### AIM OF THE TASK
Every record below should be printed exactly, except for the pictures.
------ DATA TO USE
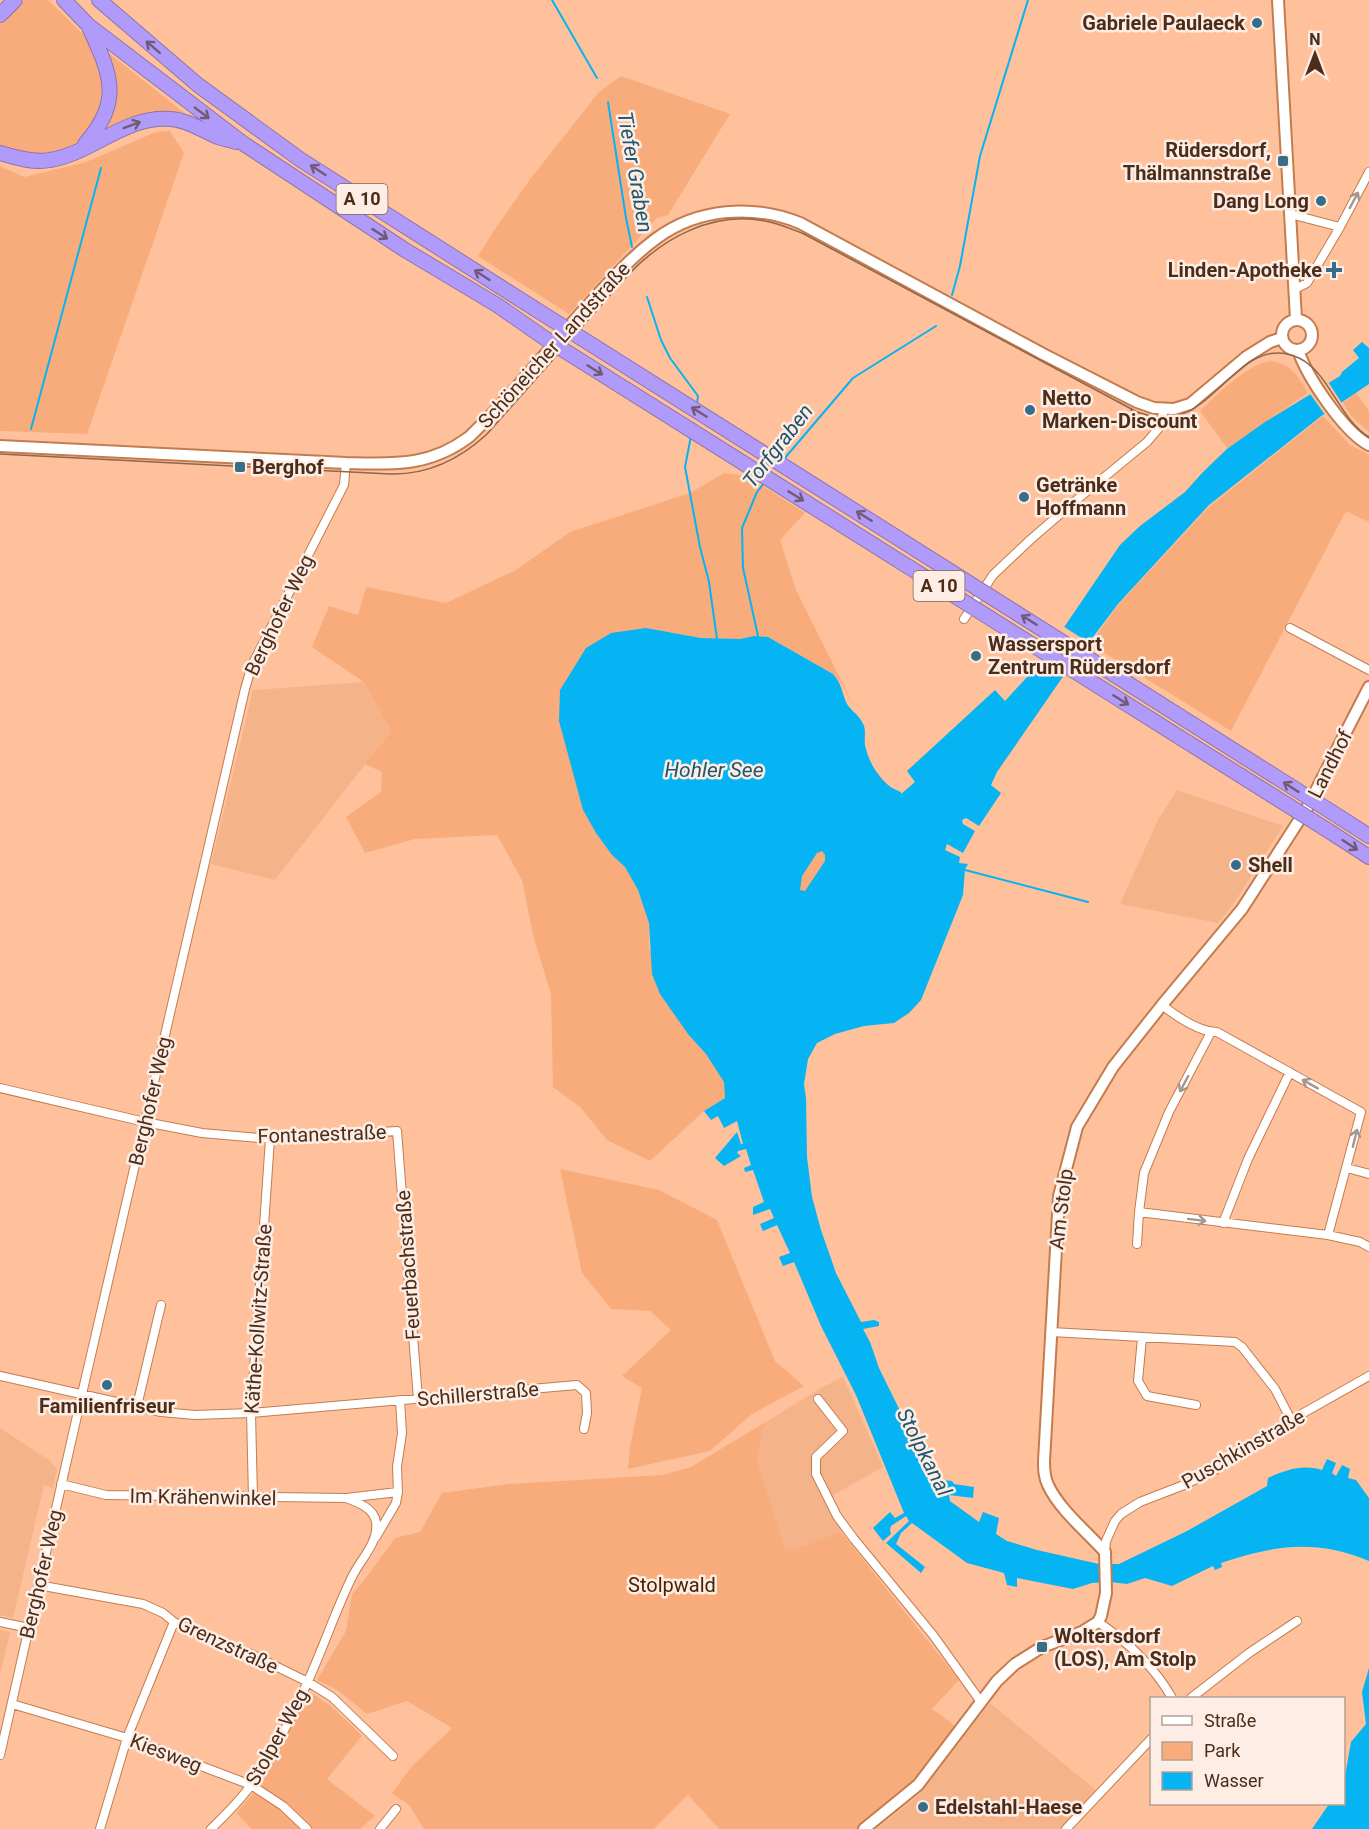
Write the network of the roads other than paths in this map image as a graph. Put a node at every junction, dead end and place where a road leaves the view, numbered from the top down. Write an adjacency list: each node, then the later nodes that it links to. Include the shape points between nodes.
1 (15, 0): 5 (highway)
2 (64, 0): 6 (highway, A 10)
3 (99, 0): 26 (highway, A 10, one-way to 3, bridge, via 292,153 198,84)
4 (1278, 0): 11 (main road)
5 (0, 15)
6 (88, 25): 7 (highway, A 10, one-way to 7); 8 (highway, via 108,71 111,91 96,131)
7 (244, 144): 8 (highway, one-way to 7, via 144,121 172,118); 27 (highway, A 10, one-way to 27, bridge, via 405,250)
8 (79, 150): 9 (highway, via 48,161)
9 (0, 153)
10 (1369, 172): 12 (street, one-way to 10)
11 (1290, 214): 12 (street); 13 (main road)
12 (1340, 227): 13 (street, via 1307,283)
13 (1295, 289): 14 (main road)
14 (1296, 319): 15 (main road, via 1285,326); 16 (main road, via 1309,325 1312,334 1307,347)
15 (1282, 338): 16 (main road, via 1288,347); 17 (main road, via 1246,357 1190,404)
16 (1298, 350): 18 (main road, via 1308,374 1342,421)
17 (1164, 410): 20 (main road, Schöneicher Landstraße, via 1137,402 1043,354 800,223 761,212 731,211 681,225 639,253 463,441 440,454 411,463); 21 (street, via 1159,428 1148,442 997,571)
18 (1369, 445)
19 (0, 446): 20 (main road, Schöneicher Landstraße)
20 (346, 463): 32 (street, Berghofer Weg, via 344,485 247,681)
21 (964, 619)
22 (1290, 628): 23 (street)
23 (1369, 670)
24 (1369, 687): 25 (main road, Landhof)
25 (1307, 808): 28 (main road, Am Stolp, via 1242,909)
26 (1369, 837)
27 (1369, 857)
28 (1162, 1005): 29 (street); 43 (main road, Am Stolp, via 1113,1067 1077,1127 1059,1196)
29 (1211, 1032): 30 (street); 37 (street, one-way to 37, via 1169,1112 1144,1173)
30 (1290, 1072): 35 (street, one-way to 30, via 1361,1112); 38 (street, via 1248,1159)
31 (0, 1088): 32 (street, Fontanestraße)
32 (145, 1122): 34 (street, Fontanestraße, via 202,1133); 47 (street, Berghofer Weg)
33 (397, 1131): 34 (street, Fontanestraße); 48 (street, Feuerbachstraße)
34 (270, 1139): 53 (street, Käthe-Kollwitz-Straße)
35 (1347, 1168): 36 (street); 39 (street)
36 (1369, 1174)
37 (1139, 1212): 38 (street, one-way to 38); 40 (street)
38 (1223, 1223): 39 (street)
39 (1328, 1234): 41 (street)
40 (1137, 1244)
41 (1369, 1247)
42 (161, 1305): 52 (street)
43 (1051, 1332): 44 (street); 61 (main road, Am Stolp, via 1044,1473 1062,1505)
44 (1142, 1338): 51 (street, via 1138,1381 1147,1396); 54 (street, via 1235,1342 1275,1389)
45 (0, 1376): 47 (street)
46 (1369, 1377): 54 (street, Puschkinstraße)
47 (82, 1394): 52 (street); 56 (street, Berghofer Weg)
48 (418, 1399): 50 (street, Schillerstraße); 55 (street, Schillerstraße, via 577,1385 586,1393)
49 (818, 1399): 71 (street, via 843,1431 816,1457 816,1474 837,1516 933,1635)
50 (400, 1400): 53 (street); 57 (street, Schillerstraße)
51 (1196, 1405)
52 (137, 1406): 53 (street, via 195,1415)
53 (251, 1413): 58 (street, Käthe-Kollwitz-Straße)
54 (1291, 1420): 61 (street, Puschkinstraße, via 1215,1470 1121,1514 1106,1541)
55 (584, 1429)
56 (62, 1484): 58 (street, Im Krähenwinkel, via 106,1495); 62 (street, Berghofer Weg)
57 (398, 1492): 59 (street, Im Krähenwinkel); 60 (street, via 396,1503)
58 (253, 1498): 59 (street, Im Krähenwinkel)
59 (346, 1498): 60 (street, Im Krähenwinkel, via 372,1512 376,1521)
60 (374, 1540): 68 (street, Stolper Weg, via 353,1575)
61 (1105, 1555): 66 (main road, via 1106,1593)
62 (38, 1585): 65 (street, Grenzstraße, via 143,1604); 67 (street, Berghofer Weg)
63 (1297, 1621): 70 (street)
64 (0, 1622): 67 (street)
65 (174, 1622): 68 (street, Grenzstraße); 73 (street)
66 (1098, 1622): 69 (street, via 1138,1652); 71 (main road, via 1027,1655 1003,1675)
67 (29, 1628): 72 (street, Berghofer Weg)
68 (308, 1682): 76 (street, Grenzstraße, via 332,1697); 77 (street, Stolper Weg)
69 (1172, 1697)
70 (1192, 1697)
71 (981, 1702): 83 (main road, via 918,1785)
72 (12, 1704): 73 (street, Kiesweg); 75 (street, Berghofer Weg)
73 (127, 1738): 77 (street, Kiesweg); 79 (street)
74 (1150, 1740): 84 (street)
75 (0, 1755)
76 (393, 1756)
77 (251, 1785): 80 (street, Stolper Weg); 81 (street, Kiesweg, via 283,1806)
78 (396, 1809): 82 (street)
79 (100, 1829)
80 (212, 1829)
81 (307, 1829)
82 (380, 1829)
83 (864, 1829)
84 (1066, 1829)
------------
### RESULT OF THIS EXERCISE
Write the network of the roads other than paths in this map image as a graph. Put a node at every junction, dead end and place where a road leaves the view, numbered from the top down. Write an adjacency list: each node, then the later nodes that it links to. Include the shape points between nodes.
1 (15, 0): 5 (highway)
2 (64, 0): 6 (highway, A 10)
3 (99, 0): 26 (highway, A 10, one-way to 3, bridge, via 292,153 198,84)
4 (1278, 0): 11 (main road)
5 (0, 15)
6 (88, 25): 7 (highway, A 10, one-way to 7); 8 (highway, via 108,71 111,91 96,131)
7 (244, 144): 8 (highway, one-way to 7, via 144,121 172,118); 27 (highway, A 10, one-way to 27, bridge, via 405,250)
8 (79, 150): 9 (highway, via 48,161)
9 (0, 153)
10 (1369, 172): 12 (street, one-way to 10)
11 (1290, 214): 12 (street); 13 (main road)
12 (1340, 227): 13 (street, via 1307,283)
13 (1295, 289): 14 (main road)
14 (1296, 319): 15 (main road, via 1285,326); 16 (main road, via 1309,325 1312,334 1307,347)
15 (1282, 338): 16 (main road, via 1288,347); 17 (main road, via 1246,357 1190,404)
16 (1298, 350): 18 (main road, via 1308,374 1342,421)
17 (1164, 410): 20 (main road, Schöneicher Landstraße, via 1137,402 1043,354 800,223 761,212 731,211 681,225 639,253 463,441 440,454 411,463); 21 (street, via 1159,428 1148,442 997,571)
18 (1369, 445)
19 (0, 446): 20 (main road, Schöneicher Landstraße)
20 (346, 463): 32 (street, Berghofer Weg, via 344,485 247,681)
21 (964, 619)
22 (1290, 628): 23 (street)
23 (1369, 670)
24 (1369, 687): 25 (main road, Landhof)
25 (1307, 808): 28 (main road, Am Stolp, via 1242,909)
26 (1369, 837)
27 (1369, 857)
28 (1162, 1005): 29 (street); 43 (main road, Am Stolp, via 1113,1067 1077,1127 1059,1196)
29 (1211, 1032): 30 (street); 37 (street, one-way to 37, via 1169,1112 1144,1173)
30 (1290, 1072): 35 (street, one-way to 30, via 1361,1112); 38 (street, via 1248,1159)
31 (0, 1088): 32 (street, Fontanestraße)
32 (145, 1122): 34 (street, Fontanestraße, via 202,1133); 47 (street, Berghofer Weg)
33 (397, 1131): 34 (street, Fontanestraße); 48 (street, Feuerbachstraße)
34 (270, 1139): 53 (street, Käthe-Kollwitz-Straße)
35 (1347, 1168): 36 (street); 39 (street)
36 (1369, 1174)
37 (1139, 1212): 38 (street, one-way to 38); 40 (street)
38 (1223, 1223): 39 (street)
39 (1328, 1234): 41 (street)
40 (1137, 1244)
41 (1369, 1247)
42 (161, 1305): 52 (street)
43 (1051, 1332): 44 (street); 61 (main road, Am Stolp, via 1044,1473 1062,1505)
44 (1142, 1338): 51 (street, via 1138,1381 1147,1396); 54 (street, via 1235,1342 1275,1389)
45 (0, 1376): 47 (street)
46 (1369, 1377): 54 (street, Puschkinstraße)
47 (82, 1394): 52 (street); 56 (street, Berghofer Weg)
48 (418, 1399): 50 (street, Schillerstraße); 55 (street, Schillerstraße, via 577,1385 586,1393)
49 (818, 1399): 71 (street, via 843,1431 816,1457 816,1474 837,1516 933,1635)
50 (400, 1400): 53 (street); 57 (street, Schillerstraße)
51 (1196, 1405)
52 (137, 1406): 53 (street, via 195,1415)
53 (251, 1413): 58 (street, Käthe-Kollwitz-Straße)
54 (1291, 1420): 61 (street, Puschkinstraße, via 1215,1470 1121,1514 1106,1541)
55 (584, 1429)
56 (62, 1484): 58 (street, Im Krähenwinkel, via 106,1495); 62 (street, Berghofer Weg)
57 (398, 1492): 59 (street, Im Krähenwinkel); 60 (street, via 396,1503)
58 (253, 1498): 59 (street, Im Krähenwinkel)
59 (346, 1498): 60 (street, Im Krähenwinkel, via 372,1512 376,1521)
60 (374, 1540): 68 (street, Stolper Weg, via 353,1575)
61 (1105, 1555): 66 (main road, via 1106,1593)
62 (38, 1585): 65 (street, Grenzstraße, via 143,1604); 67 (street, Berghofer Weg)
63 (1297, 1621): 70 (street)
64 (0, 1622): 67 (street)
65 (174, 1622): 68 (street, Grenzstraße); 73 (street)
66 (1098, 1622): 69 (street, via 1138,1652); 71 (main road, via 1027,1655 1003,1675)
67 (29, 1628): 72 (street, Berghofer Weg)
68 (308, 1682): 76 (street, Grenzstraße, via 332,1697); 77 (street, Stolper Weg)
69 (1172, 1697)
70 (1192, 1697)
71 (981, 1702): 83 (main road, via 918,1785)
72 (12, 1704): 73 (street, Kiesweg); 75 (street, Berghofer Weg)
73 (127, 1738): 77 (street, Kiesweg); 79 (street)
74 (1150, 1740): 84 (street)
75 (0, 1755)
76 (393, 1756)
77 (251, 1785): 80 (street, Stolper Weg); 81 (street, Kiesweg, via 283,1806)
78 (396, 1809): 82 (street)
79 (100, 1829)
80 (212, 1829)
81 (307, 1829)
82 (380, 1829)
83 (864, 1829)
84 (1066, 1829)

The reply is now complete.